» **Required work**: Each line of the records that holds "Dąbrowskiej" should be shown in full.

'''

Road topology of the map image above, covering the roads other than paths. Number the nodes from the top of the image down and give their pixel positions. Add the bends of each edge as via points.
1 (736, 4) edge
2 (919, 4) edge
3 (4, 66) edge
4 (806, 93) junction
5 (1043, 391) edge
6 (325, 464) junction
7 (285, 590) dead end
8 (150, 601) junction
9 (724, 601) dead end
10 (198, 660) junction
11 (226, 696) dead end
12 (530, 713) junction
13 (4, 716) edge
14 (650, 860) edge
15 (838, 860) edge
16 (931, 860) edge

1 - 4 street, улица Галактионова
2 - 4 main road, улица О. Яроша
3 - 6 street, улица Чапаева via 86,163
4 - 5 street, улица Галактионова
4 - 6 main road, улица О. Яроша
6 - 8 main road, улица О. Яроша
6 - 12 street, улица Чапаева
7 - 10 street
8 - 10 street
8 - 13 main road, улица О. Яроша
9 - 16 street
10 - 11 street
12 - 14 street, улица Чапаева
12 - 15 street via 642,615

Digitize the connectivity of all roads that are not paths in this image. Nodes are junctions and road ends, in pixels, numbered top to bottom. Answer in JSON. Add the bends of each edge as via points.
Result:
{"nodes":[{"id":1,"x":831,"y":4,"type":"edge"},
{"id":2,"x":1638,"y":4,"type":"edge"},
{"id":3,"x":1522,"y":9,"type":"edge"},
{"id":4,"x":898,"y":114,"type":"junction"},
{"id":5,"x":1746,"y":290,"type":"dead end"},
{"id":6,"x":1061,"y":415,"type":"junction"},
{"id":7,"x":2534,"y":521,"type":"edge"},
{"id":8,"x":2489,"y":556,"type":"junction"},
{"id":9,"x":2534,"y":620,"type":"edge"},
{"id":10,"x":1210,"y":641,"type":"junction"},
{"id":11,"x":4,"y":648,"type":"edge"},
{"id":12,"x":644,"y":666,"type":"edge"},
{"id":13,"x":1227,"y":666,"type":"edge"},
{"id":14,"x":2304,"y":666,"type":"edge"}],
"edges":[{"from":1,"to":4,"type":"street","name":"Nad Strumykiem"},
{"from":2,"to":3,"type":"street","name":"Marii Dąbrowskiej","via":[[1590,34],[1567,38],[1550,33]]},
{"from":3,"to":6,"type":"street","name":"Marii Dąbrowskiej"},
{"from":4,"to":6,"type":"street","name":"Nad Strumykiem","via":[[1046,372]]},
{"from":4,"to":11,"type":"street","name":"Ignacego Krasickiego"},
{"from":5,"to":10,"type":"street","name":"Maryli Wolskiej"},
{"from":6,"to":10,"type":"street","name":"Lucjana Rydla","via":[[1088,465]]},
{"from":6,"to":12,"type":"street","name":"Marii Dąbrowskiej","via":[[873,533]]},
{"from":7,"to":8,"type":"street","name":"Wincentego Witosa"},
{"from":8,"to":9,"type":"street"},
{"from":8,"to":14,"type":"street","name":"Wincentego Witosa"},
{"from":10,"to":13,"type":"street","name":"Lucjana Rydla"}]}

'''

» **Problem solution**:
{"from":2,"to":3,"type":"street","name":"Marii Dąbrowskiej","via":[[1590,34],[1567,38],[1550,33]]},
{"from":3,"to":6,"type":"street","name":"Marii Dąbrowskiej"},
{"from":6,"to":12,"type":"street","name":"Marii Dąbrowskiej","via":[[873,533]]},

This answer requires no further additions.